Dobbiamo includere noi stessi, in quell’Amore, altrimenti la nostra mente non potrà mai ottenere la Pace.
E’ sottinteso che dobbiamo trattare noi stessi come farebbe un’Amorevole Madre nei confronti di suo figlio. Il pensiero violento (rancore, rabbia, odio, ecc.) arreca dolore, sia che venga indirizzato su oggetti esterni (persone, situazioni, ecc.) sia che venga interiorizzato in modo autodistruttivo (non sono buono a nulla! sono un incapace! sono un fallito! ecc.). Ahimsa, però, non deve essere un atteggiamento esterno fine a se stesso, una finzione ipocrita della nostra subdola tranquillità dettata dalla paura.
Gandhi, grande Maestro della non-violenza, sosteneva che è meglio essere violenti, se la violenza, pur non essendo manifesta, giace nei nostri cuori.
Indossare l’aureola della persona pacifica solo per nascondere una nostra debolezza, la paura di reagire, è controproducente, meglio, In tal caso, una sana reazione coraggiosa. Egli sosteneva anche che la “prova del nove” della non-violenza è che, in un conflitto non-violento, non vi sono strascichi di rancore nei confronti dell’avversario e che i nemici si trasformano in amici. Ogni veleno mentale è violenza. Ogni reazione negativa interiore od esteriore è violenza.
Dovremmo imparare ad abbracciare Ahimsa da tutti i punti di vista, dentro e fuori di noi.
Se di fronte ad un energumeno mi trattengo dal reagire ad una sua offesa, non posso dire di essere stato un non-violento. Ho avuto paura e ho solo represso, giustificatamente, ovvio, la violenza che era in me.

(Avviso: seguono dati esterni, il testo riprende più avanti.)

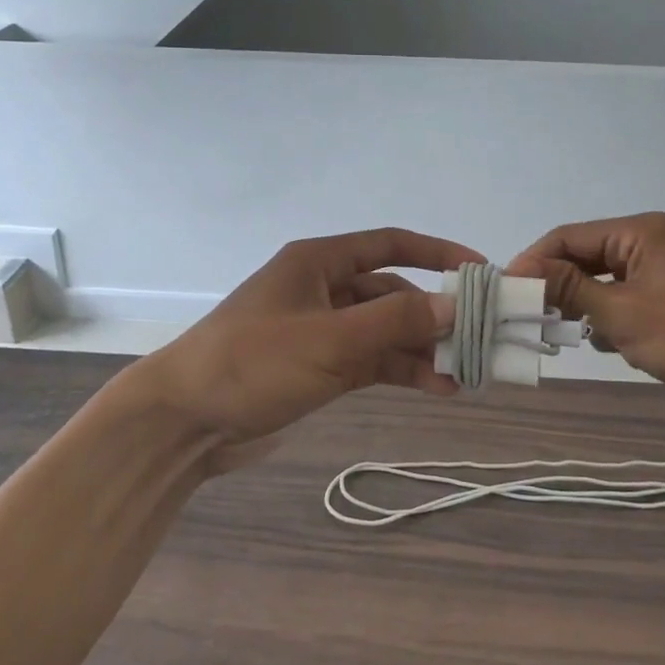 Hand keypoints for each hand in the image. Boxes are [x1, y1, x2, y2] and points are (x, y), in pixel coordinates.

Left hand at [135, 228, 485, 469]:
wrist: (184, 421)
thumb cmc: (252, 362)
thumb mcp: (329, 339)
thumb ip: (394, 321)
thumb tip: (456, 305)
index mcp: (318, 261)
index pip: (390, 244)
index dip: (437, 254)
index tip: (480, 272)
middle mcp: (323, 288)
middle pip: (392, 290)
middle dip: (434, 312)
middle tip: (480, 336)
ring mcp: (321, 330)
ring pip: (385, 330)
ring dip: (422, 347)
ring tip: (466, 372)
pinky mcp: (319, 367)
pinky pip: (372, 360)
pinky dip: (402, 370)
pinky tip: (436, 387)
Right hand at [507, 212, 664, 411]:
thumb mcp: (624, 315)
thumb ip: (570, 289)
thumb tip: (520, 270)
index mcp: (639, 232)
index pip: (568, 237)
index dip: (533, 262)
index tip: (505, 292)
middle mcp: (651, 240)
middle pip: (586, 256)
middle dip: (560, 287)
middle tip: (531, 318)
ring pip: (606, 280)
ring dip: (587, 305)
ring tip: (571, 335)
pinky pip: (629, 296)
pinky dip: (614, 317)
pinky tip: (613, 344) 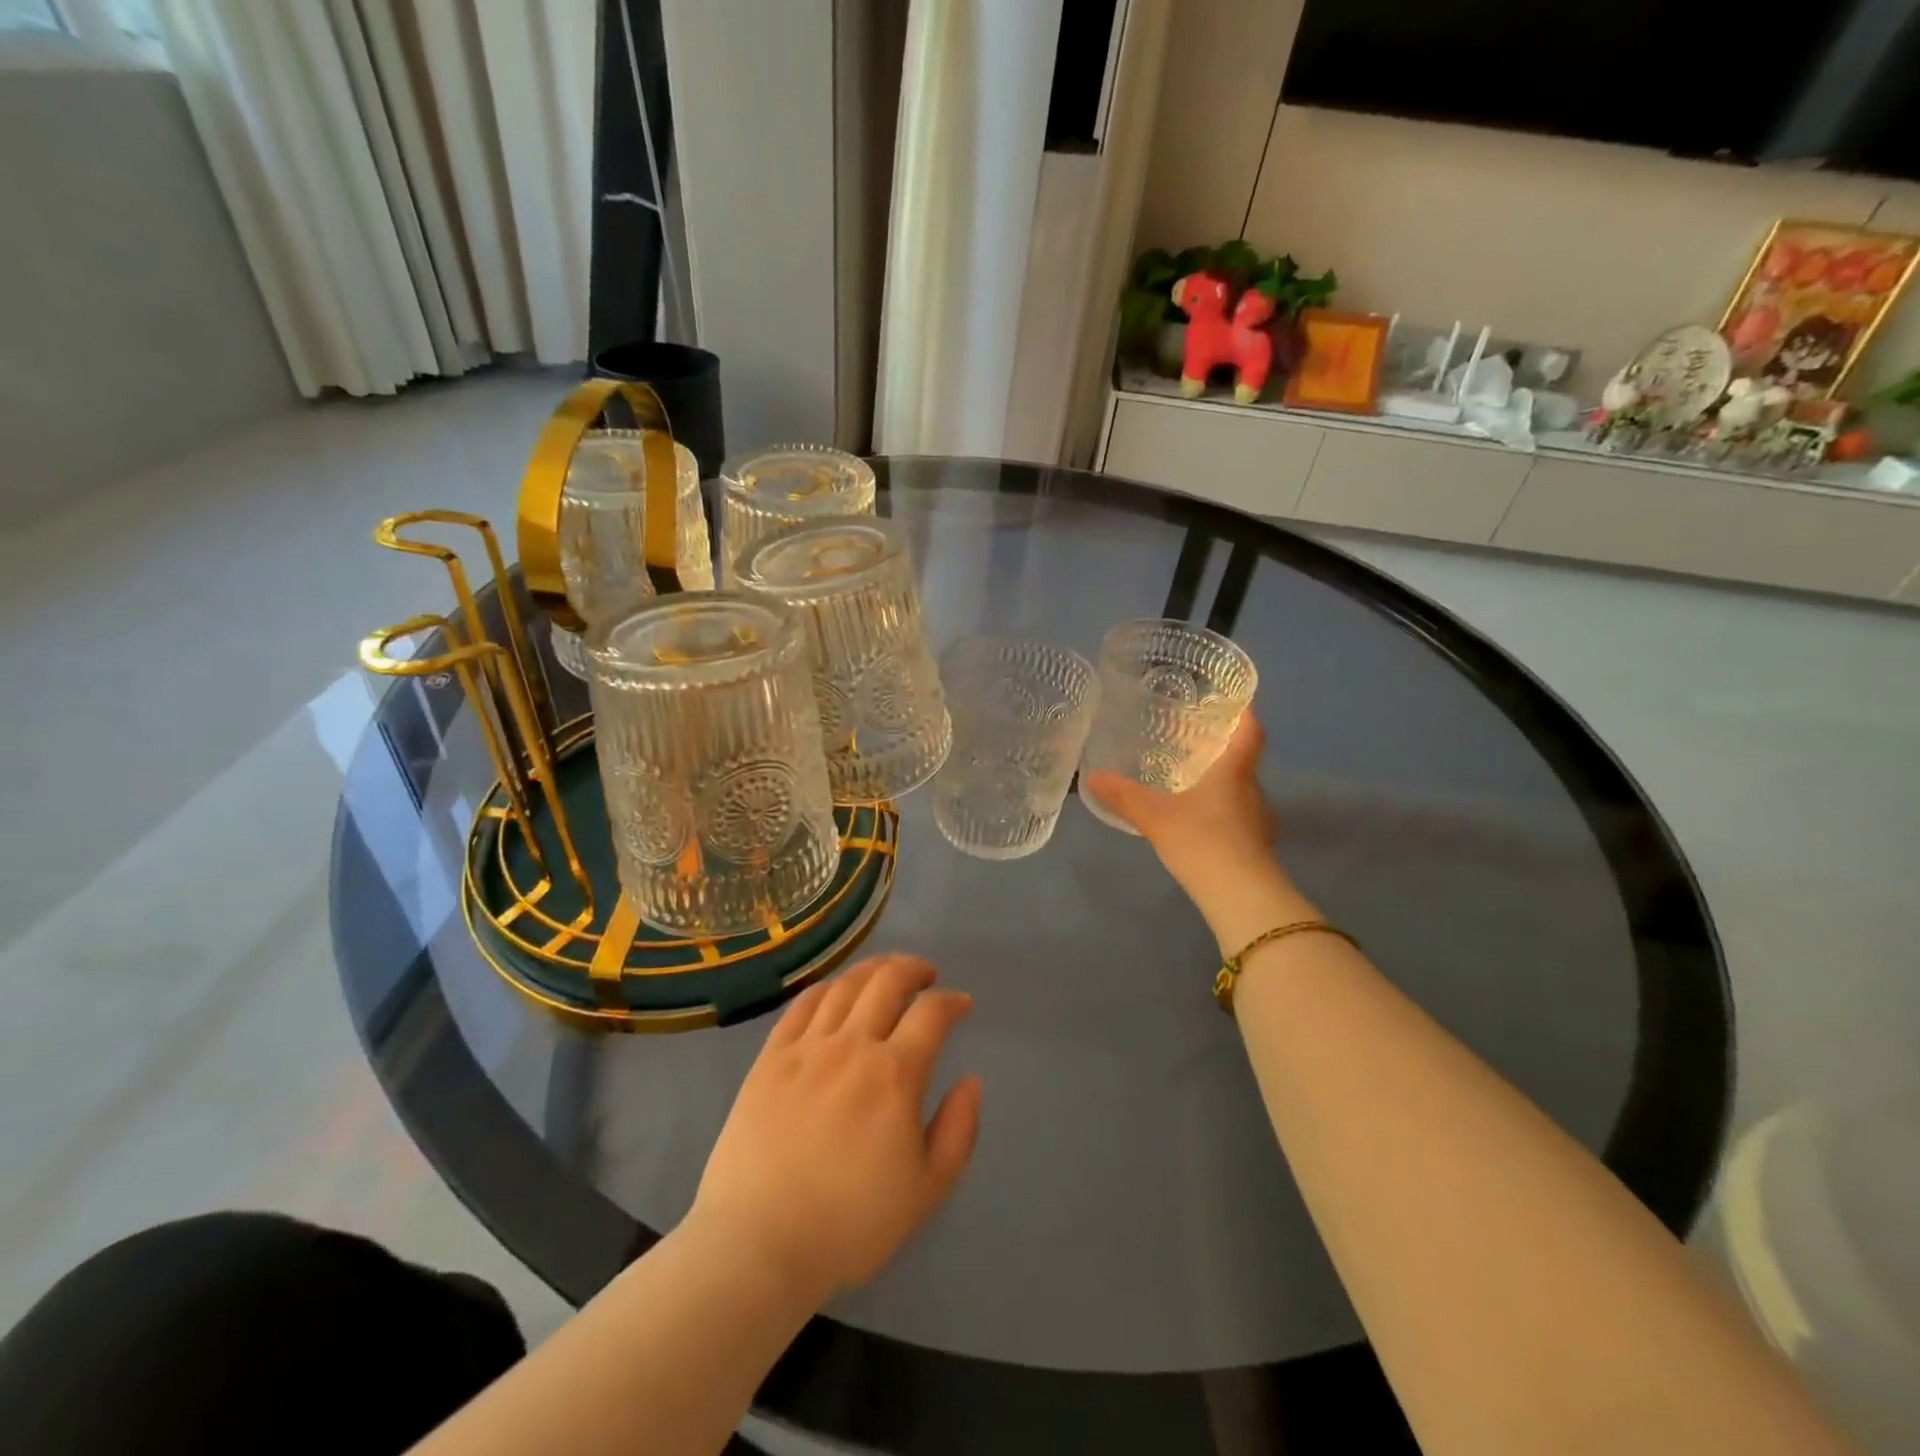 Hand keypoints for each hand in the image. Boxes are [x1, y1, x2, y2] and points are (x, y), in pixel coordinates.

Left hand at [688, 955, 981, 1304]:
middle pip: (887, 982)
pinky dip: (826, 988)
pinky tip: (834, 992)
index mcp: (895, 1074)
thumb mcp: (927, 1190)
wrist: (758, 1244)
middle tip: (926, 975)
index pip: (931, 1013)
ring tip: (885, 972)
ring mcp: (806, 1047)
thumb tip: (970, 1081)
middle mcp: (852, 1045)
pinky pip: (801, 1005)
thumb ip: (958, 1130)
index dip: (951, 1001)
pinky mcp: (770, 1058)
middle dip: (913, 969)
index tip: (961, 1005)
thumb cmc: (850, 1224)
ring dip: (873, 970)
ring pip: (845, 986)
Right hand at [1085, 711, 1278, 897]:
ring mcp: (1259, 822)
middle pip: (1243, 762)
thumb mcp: (1154, 817)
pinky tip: (1200, 824)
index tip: (1234, 701)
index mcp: (1234, 772)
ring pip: (1241, 792)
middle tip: (1193, 743)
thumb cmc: (1202, 842)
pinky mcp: (1257, 848)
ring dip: (1221, 785)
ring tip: (1191, 783)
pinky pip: (1239, 819)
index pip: (1250, 732)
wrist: (1241, 897)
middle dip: (1222, 751)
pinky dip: (1222, 814)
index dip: (1245, 713)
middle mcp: (1253, 791)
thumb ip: (1123, 796)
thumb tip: (1091, 776) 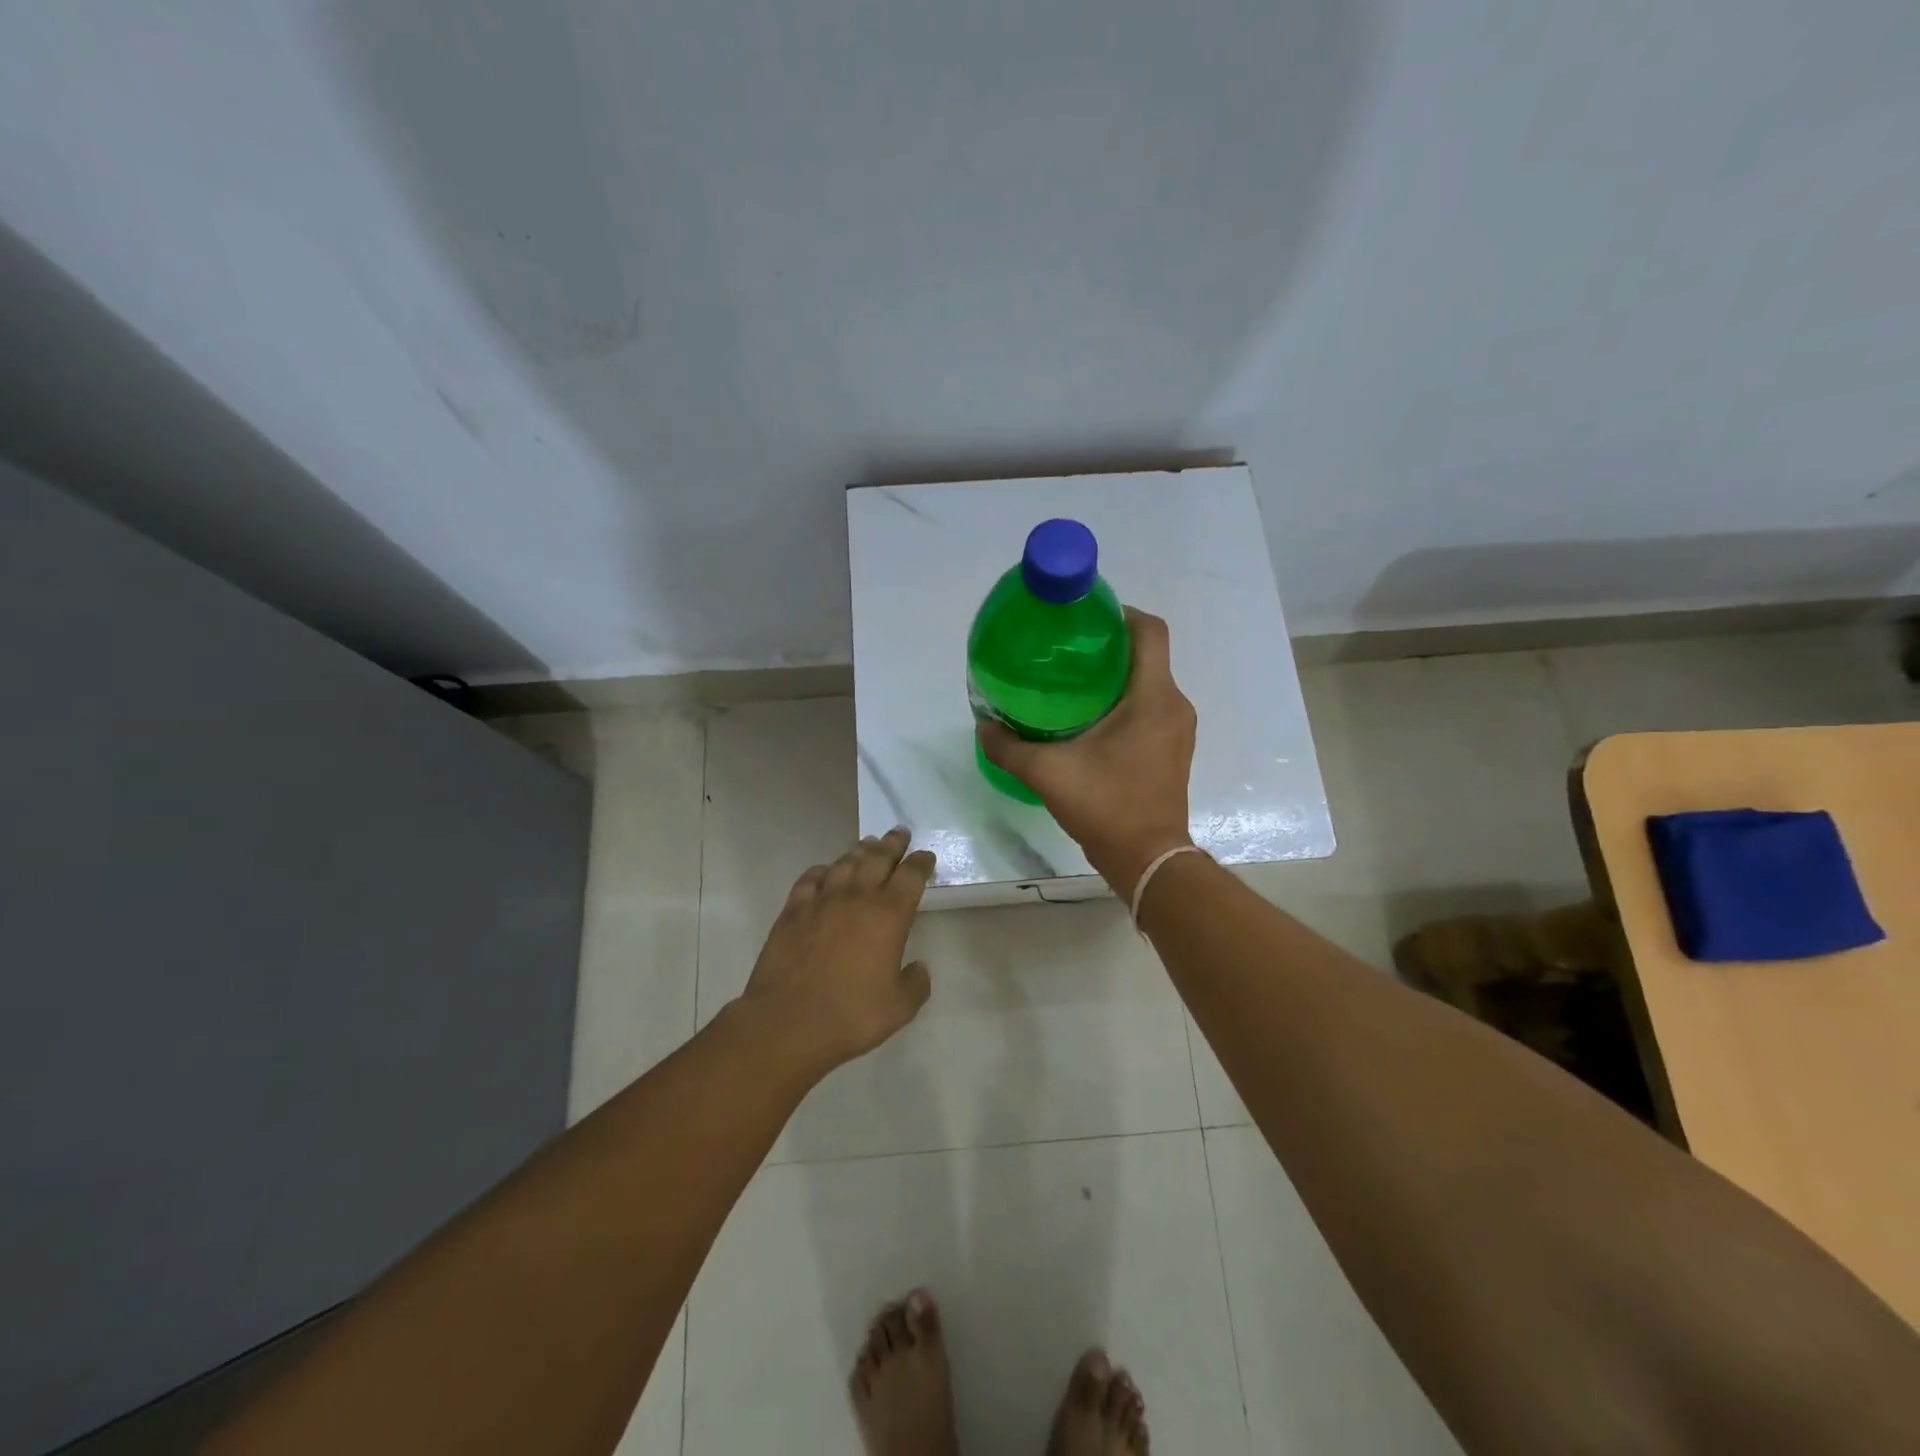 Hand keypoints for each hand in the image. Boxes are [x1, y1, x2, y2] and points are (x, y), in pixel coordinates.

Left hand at [737, 826, 936, 1076]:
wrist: (787, 1022)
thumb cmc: (850, 1015)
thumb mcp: (899, 1008)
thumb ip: (915, 984)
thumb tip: (919, 968)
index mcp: (889, 915)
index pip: (911, 876)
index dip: (921, 863)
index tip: (926, 856)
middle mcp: (857, 897)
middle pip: (878, 858)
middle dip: (892, 843)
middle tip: (900, 832)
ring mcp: (821, 900)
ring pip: (845, 863)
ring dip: (860, 851)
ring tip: (868, 844)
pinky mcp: (792, 911)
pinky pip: (810, 879)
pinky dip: (822, 871)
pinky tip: (825, 872)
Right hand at [977, 607, 1196, 899]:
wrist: (1148, 860)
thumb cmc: (1106, 806)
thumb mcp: (1047, 773)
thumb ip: (1009, 747)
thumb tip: (983, 726)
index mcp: (1153, 697)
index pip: (1150, 631)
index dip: (1121, 613)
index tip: (1085, 619)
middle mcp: (1174, 706)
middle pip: (1148, 655)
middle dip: (1109, 647)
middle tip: (1066, 652)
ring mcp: (1178, 731)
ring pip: (1150, 684)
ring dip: (1117, 677)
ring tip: (1073, 684)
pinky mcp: (1172, 751)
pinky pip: (1152, 709)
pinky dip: (1125, 704)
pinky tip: (1089, 721)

E’ non-violenza reale quella che mi permette di trattenermi da uno scontro pur sapendo che ne uscirei vittorioso. Se il mio avversario è debole e fragile, e sono in grado di perdonarlo, o di andare comunque oltre, posso dire di aver applicato Ahimsa. In caso contrario, con un antagonista temibile e più forte di me, potrei solo dire di avere represso i miei istinti reattivi a causa della paura di uno scontro. La non-violenza, dunque, va coltivata dentro noi , nella nostra mente, affinché le azioni che ne derivano siano spontaneamente pacifiche.